Apparently, at some point in time, she was raised up on a mirrored cross, reportedly wearing a crown of thorns, as she sang her old ballad "Live To Tell." This stunt, as you might guess, infuriated certain Christian organizations, most notably the Church of England which issued a statement that included these lines:
Why would someone with so much talent seem to feel
the need to promote herself by offending so many people?
The same article quotes David Muir of the Evangelical Alliance:
Madonna's use of Christian imagery is an abuse and it is dangerous...She should drop it from the tour and people need to find their own means of expressing their disapproval.
At the risk of appearing to defend Madonna, which I'm not, I'd like to take exception at the way in which these (and other) organizations responded. It appears they didn't take the time to investigate, much less understand, the context of the cross scene.
Thanks to a wily concert-goer, you can view footage of the criticized performance, and see that it actually served a higher purpose, a purpose which Madonna can't even live up to. As she sings the ballad, three huge video screens show faces of African children, and tout statistics concerning the plight of children orphaned by parents infected with AIDS. Halfway through, Madonna comes down from the cross, and the screens show flames igniting, interspersed with the faces of children. Words from Matthew 25 appear on the screen, ending with, "What you did for one of my brothers, you did to me."
Taken by itself, the episode is powerful, and it's almost as if by coming down from the cross, Madonna is challenging Christian believers to get off their religious kick long enough to actually do something about the plight of children in Africa.
But the Church doesn't like to hear that, especially from an outsider who's such an easy target. I'm amazed at the failure of many organizations and denominations to perceive that the world is screaming for the Church to be authentic, and to truly start caring for people the way Jesus cared for people. Instead, we sit in our ivory tower of salvation singing "This world is not my home" all the while forgetting that "God loved the world so much that he gave his one and only Son."
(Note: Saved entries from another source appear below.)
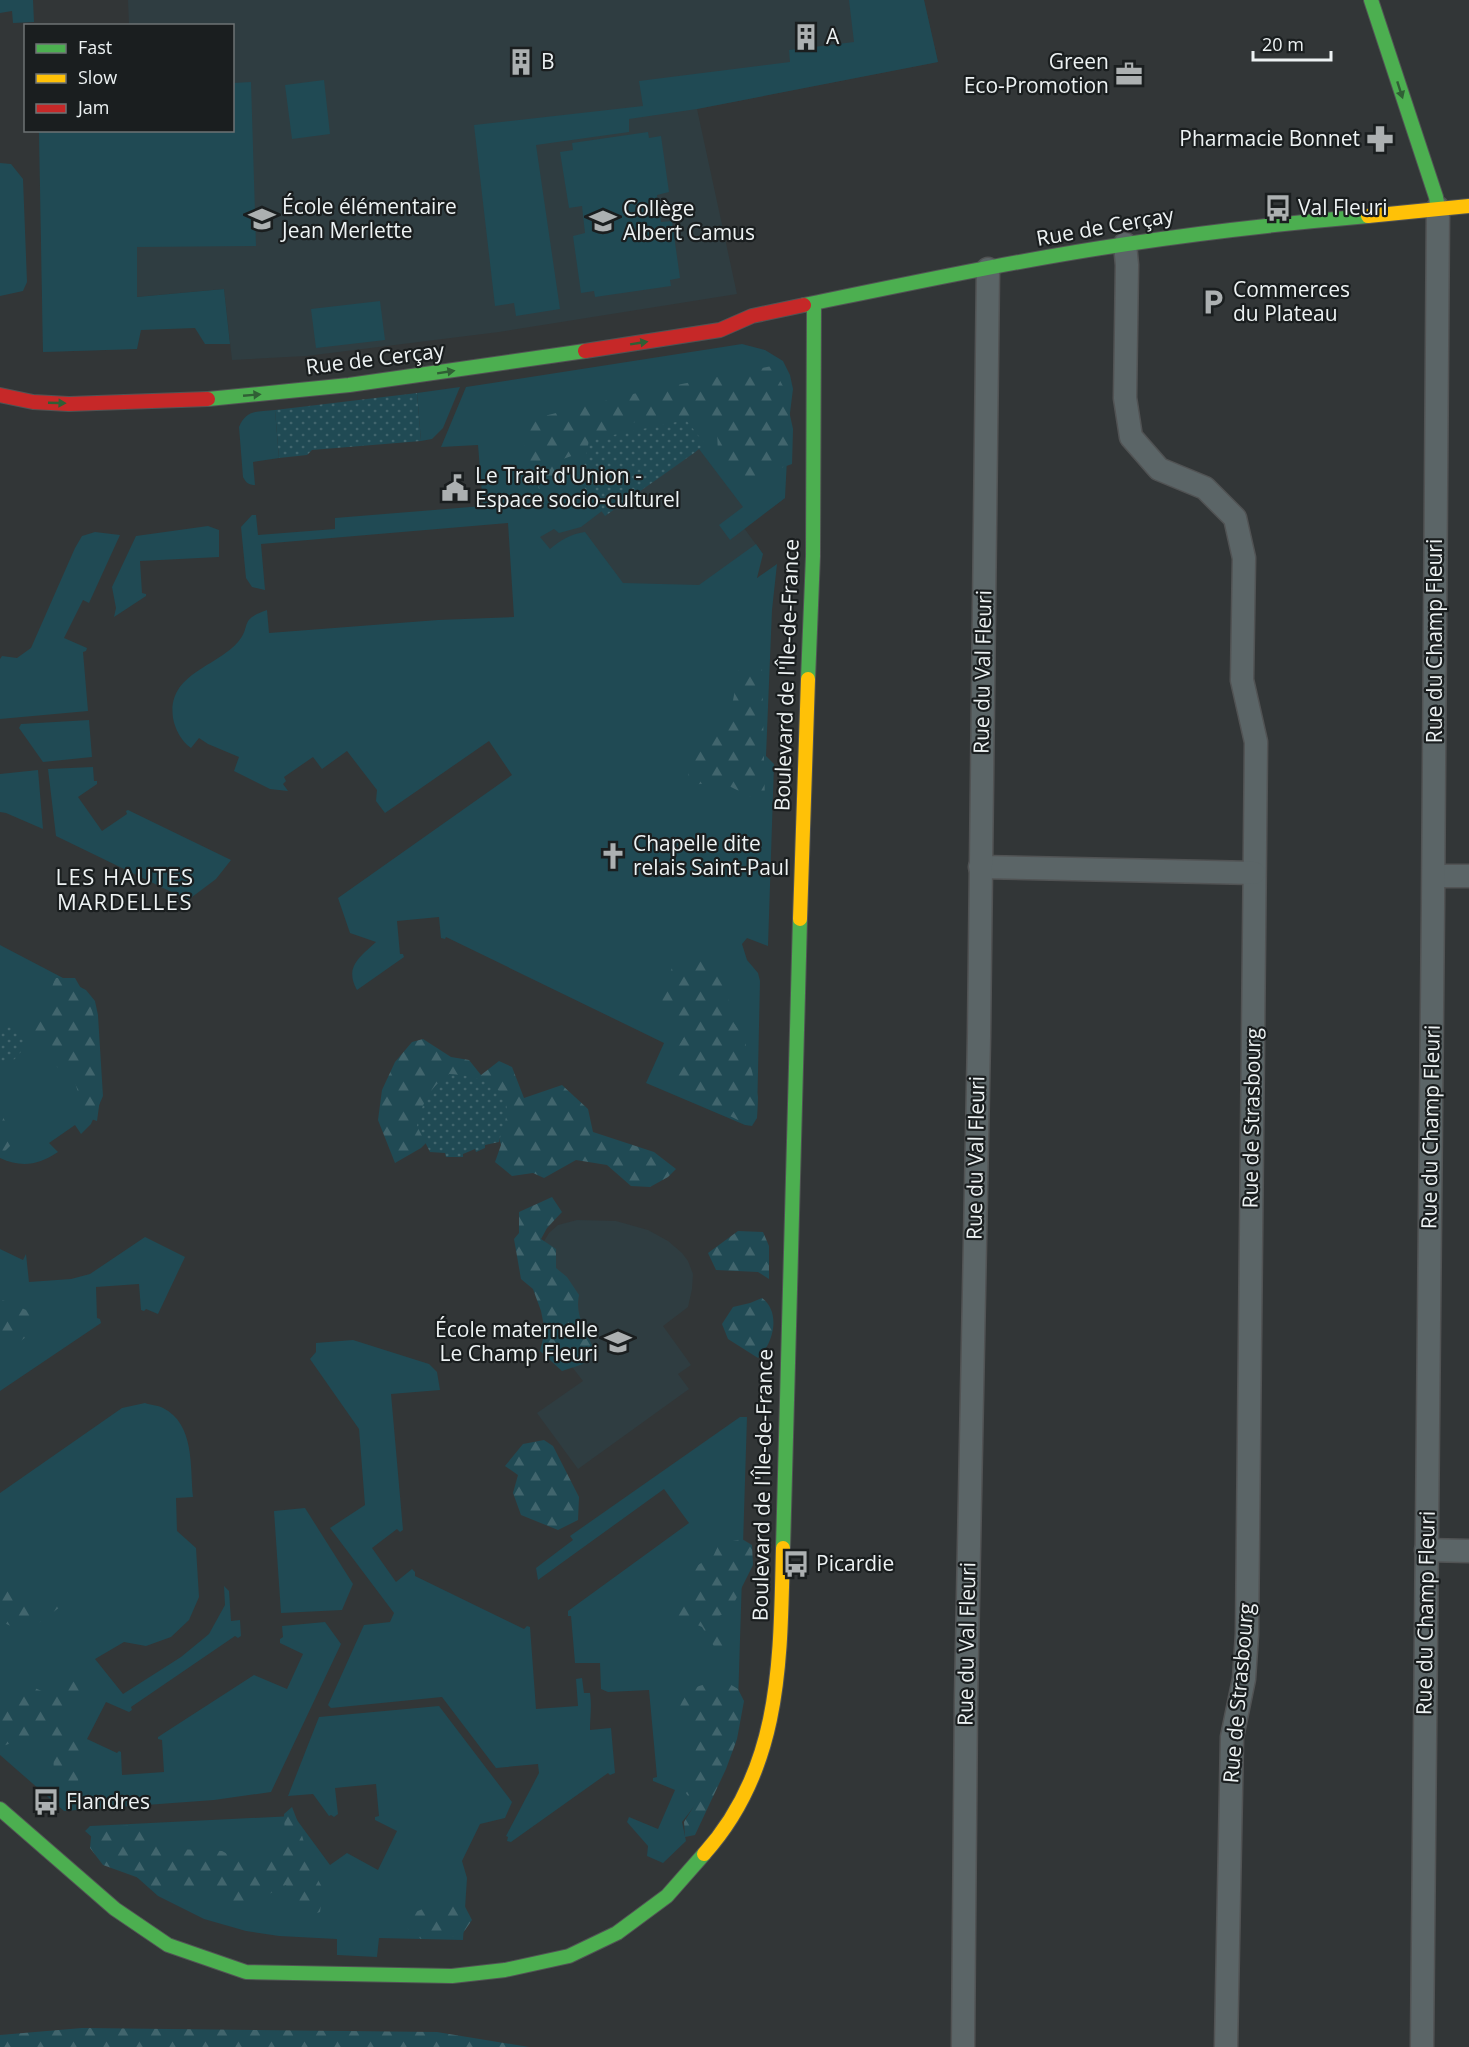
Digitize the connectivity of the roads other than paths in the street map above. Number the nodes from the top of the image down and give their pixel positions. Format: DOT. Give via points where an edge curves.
graph roads {
  1 [pos="1371,0"];
  2 [pos="1469,206"];
  3 [pos="1438,208"];
  4 [pos="1125,244"];
  5 [pos="988,269"];
  6 [pos="814,304"];
  7 [pos="729,313"];
  8 [pos="752,316"];
  9 [pos="17,384"];
  10 [pos="0,387"];
  11 [pos="0,395"];
  12 [pos="980,867"];
  13 [pos="1254,873"];
  14 [pos="1434,876"];
  15 [pos="1469,876"];
  16 [pos="1426,1550"];
  17 [pos="1469,1551"];
  18 [pos="0,1809"];
  19 [pos="963,2047"];
  20 [pos="1226,2047"];
  21 [pos="1422,2047"];
  1 -- 3 [label="street, one-way"];
  2 -- 3 [label="street, Rue de Cerçay"];
  3 -- 4 [label="street, Rue de Cerçay"];
  3 -- 14 [label="street, Rue du Champ Fleuri"];
  4 -- 5 [label="street, Rue de Cerçay"];
  4 -- 13 [label="street, Rue de Strasbourg" via="1125,398 1131,437 1159,470 1205,489 1235,518 1240,538 1244,558 1242,680 1256,742"];
  5 -- 6 [label="street, Rue de Cerçay"];
  5 -- 12 [label="street, Rue du Val Fleuri"];
  6 -- 8 [label="street, Rue de Cerçay"];
  6 -- 18 [label="street, Boulevard de l'Île-de-France" via="813,556 780,1650 772,1715 758,1764 735,1814 667,1896 617,1933 569,1956 505,1971 452,1976 246,1971 168,1945 115,1909"];
  7 -- 8 [label="street, Rue de Cerçay"];
  11 -- 8 [label="street, Rue de Cerçay, one-way" via="18,401 81,404 270,394 398,379 709,332"];
  9 -- 10 [label="street"];
  12 -- 13 [label="street"];
  12 -- 19 [label="street, Rue du Val Fleuri"];
  13 -- 20 [label="street, Rue de Strasbourg" via="1247,1634 1244,1679 1232,1737"];
  14 -- 15 [label="street"];
  14 -- 16 [label="street, Rue du Champ Fleuri"];
  16 -- 17 [label="street"];
  16 -- 21 [label="street, Rue du Champ Fleuri"];
}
Of course, Madonna can't live up to her own presentation. According to www.RaisingMalawi.com, Madonna donated $100,000 to the relief program. While that may seem praiseworthy, keep in mind that her current tour is expected to gross more than $200 million, or 2000 times the amount of her donation.
Still, sometimes the world makes better points than the Church. And sometimes, just sometimes, the Church becomes wise enough to stop being defensive about its sacred symbols and realize that we still have much praying, learning and giving to do.